A partir de là, je suis incapable de compter combien de personnes sont autour de moi, combien de bouches m’offrent des baisers et lorsque l’une d’entre elle vient se perdre sur ma bouche, je l’embrasse en retour, caressant sa langue avec le soulagement d’être enfin acteur dans ce moment si particulier. Un souffle léger sur mon second téton attire mon attention et bientôt, il est honoré de caresses à son tour. Je sursaute sous le premier coup de langue et très vite m’abandonne aux sensations.

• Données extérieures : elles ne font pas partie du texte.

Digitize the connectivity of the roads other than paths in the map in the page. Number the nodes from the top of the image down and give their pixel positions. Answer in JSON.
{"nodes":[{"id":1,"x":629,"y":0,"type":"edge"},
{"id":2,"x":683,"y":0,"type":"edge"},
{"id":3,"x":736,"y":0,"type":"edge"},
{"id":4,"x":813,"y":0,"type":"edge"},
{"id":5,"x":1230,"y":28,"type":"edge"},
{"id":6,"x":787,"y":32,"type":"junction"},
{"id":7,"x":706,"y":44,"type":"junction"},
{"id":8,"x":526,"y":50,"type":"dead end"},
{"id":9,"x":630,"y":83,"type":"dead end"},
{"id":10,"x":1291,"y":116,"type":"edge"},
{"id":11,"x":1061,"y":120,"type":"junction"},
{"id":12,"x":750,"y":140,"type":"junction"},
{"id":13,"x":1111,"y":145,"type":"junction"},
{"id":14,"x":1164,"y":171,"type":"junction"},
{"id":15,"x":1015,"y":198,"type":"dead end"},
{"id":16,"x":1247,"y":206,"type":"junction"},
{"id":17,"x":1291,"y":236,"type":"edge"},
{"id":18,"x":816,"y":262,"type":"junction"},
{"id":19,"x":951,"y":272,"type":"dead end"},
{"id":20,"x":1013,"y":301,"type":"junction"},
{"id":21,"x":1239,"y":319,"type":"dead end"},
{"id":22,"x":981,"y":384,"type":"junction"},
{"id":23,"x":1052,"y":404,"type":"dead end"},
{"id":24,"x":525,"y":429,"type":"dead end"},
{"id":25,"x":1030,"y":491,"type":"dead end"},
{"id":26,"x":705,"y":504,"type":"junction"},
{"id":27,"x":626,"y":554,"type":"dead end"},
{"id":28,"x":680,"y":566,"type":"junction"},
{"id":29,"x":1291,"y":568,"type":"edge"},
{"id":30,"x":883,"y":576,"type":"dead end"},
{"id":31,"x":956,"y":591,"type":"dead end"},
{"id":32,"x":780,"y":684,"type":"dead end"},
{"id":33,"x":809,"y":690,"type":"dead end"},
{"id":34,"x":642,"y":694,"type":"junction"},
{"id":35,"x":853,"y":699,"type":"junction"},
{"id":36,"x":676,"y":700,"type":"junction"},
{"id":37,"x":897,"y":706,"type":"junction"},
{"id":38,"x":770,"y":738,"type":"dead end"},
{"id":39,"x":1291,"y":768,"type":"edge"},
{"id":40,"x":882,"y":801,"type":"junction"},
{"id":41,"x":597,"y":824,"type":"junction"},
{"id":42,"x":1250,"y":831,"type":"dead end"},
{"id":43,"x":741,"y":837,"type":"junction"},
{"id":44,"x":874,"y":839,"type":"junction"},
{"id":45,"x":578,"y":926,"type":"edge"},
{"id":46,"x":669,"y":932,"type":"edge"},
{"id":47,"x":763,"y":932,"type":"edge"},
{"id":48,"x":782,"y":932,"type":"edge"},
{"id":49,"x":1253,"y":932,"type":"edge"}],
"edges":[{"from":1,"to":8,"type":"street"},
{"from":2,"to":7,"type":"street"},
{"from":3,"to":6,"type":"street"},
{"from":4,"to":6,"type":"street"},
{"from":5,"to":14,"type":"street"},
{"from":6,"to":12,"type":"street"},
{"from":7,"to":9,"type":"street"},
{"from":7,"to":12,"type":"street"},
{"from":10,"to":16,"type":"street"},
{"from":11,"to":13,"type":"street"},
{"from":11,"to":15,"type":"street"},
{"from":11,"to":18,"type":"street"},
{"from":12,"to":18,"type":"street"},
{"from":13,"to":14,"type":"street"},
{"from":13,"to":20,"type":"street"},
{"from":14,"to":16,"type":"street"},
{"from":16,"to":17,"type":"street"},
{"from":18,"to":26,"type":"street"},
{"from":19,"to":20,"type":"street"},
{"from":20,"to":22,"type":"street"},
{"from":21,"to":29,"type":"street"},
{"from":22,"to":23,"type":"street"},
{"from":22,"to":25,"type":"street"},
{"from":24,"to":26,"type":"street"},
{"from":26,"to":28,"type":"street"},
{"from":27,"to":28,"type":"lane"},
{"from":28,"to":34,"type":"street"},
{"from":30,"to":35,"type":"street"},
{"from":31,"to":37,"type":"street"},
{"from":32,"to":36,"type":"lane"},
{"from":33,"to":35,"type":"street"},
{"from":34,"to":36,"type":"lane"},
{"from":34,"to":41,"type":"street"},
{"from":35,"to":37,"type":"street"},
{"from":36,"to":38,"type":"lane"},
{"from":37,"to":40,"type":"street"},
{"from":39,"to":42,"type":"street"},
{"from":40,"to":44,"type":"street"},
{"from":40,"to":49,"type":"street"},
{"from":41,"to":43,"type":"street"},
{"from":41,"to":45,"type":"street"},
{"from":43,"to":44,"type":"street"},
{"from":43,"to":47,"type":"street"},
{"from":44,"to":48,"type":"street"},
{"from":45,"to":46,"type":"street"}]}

Je suis totalement perdu dans les diverses stimulations. Je ne pense plus à mon sexe qui doit pourtant être clairement visible à présent. Je ne pense plus à rien. Ces bouches m’ont réduites à une boule de gémissements qui s’approche peu à peu de l’orgasme. C’est à ce moment-là que des mains choisissent de retirer le bandeau qui recouvre mes yeux. La lumière me brule un instant. Au-dessus de moi, se découpant fortement dans le ciel bleu, un écran géant est installé. Il est véritablement immense, sans doute pour permettre à toute la foule d’en profiter. Un film érotique y est projeté. Sans même y réfléchir, j’observe l’acteur en train de prendre son plaisir et je le trouve beau. Sa verge paraît immense sur l’écran, mais il s’en dégage une espèce de grâce étonnante. Je gémis un peu en l’observant, excité par la jolie vision et ce n’est que lorsque des lèvres happent ce sexe merveilleux à l’écran alors que mon cerveau m’envoie les sensations de la fellation qui vient de débuter que je comprends. Ce n’est pas un acteur. C’est moi. Ce n’est pas un corps magnifique. C’est mon corps. Juste mon corps… que je viens de trouver beau pour la première fois de ma vie.

Mes pensées conscientes s’estompent alors que la bouche danse le long de ma verge, me faisant basculer dans une série de sensations fortes. Mes testicules se serrent, se contractent et ma semence s’échappe dans une série de jet incontrôlable. Ma bouche laisse échapper des cris et mes yeux admirent l’image immense de ma propre jouissance. A ce moment-là, il n’y a plus aucune forme de hontes, plus de craintes, plus d’angoisses, … Les bouches reviennent sur ma peau. Je sursaute, je pousse un gémissement supplémentaire, je couine, je ferme les yeux et je m’abandonne totalement…

Ce n’est qu’au bout de plusieurs heures qu’on me libère. Une couverture chaude m’englobe immédiatement, mais j’ai froid loin de leurs bouches. Mon corps est trop sensible pour continuer et pourtant j’aimerais que ça ne s’arrête jamais. Les bras d’un prêtre me soutiennent. Ses mains frottent gentiment mes bras. Tout près de mon oreille, il souffle quelques félicitations, m’assurant à quel point la cérémonie est une réussite, mais cela, je le sais déjà. Je me sens mieux que jamais. Je me sens apte à tout affronter, comme si mes peurs n’avaient finalement rien de légitime, comme s’il suffisait d’ouvrir les yeux pour pouvoir avancer. Je me blottis un peu plus contre le prêtre et le remercie, encore et encore.

Note : le mot du jour était « se précipiter » et la pratique associée était « embrasser tout le corps ». Cette nouvelle rentre également dans le cadre du défi complémentaire « écrire à la première personne ».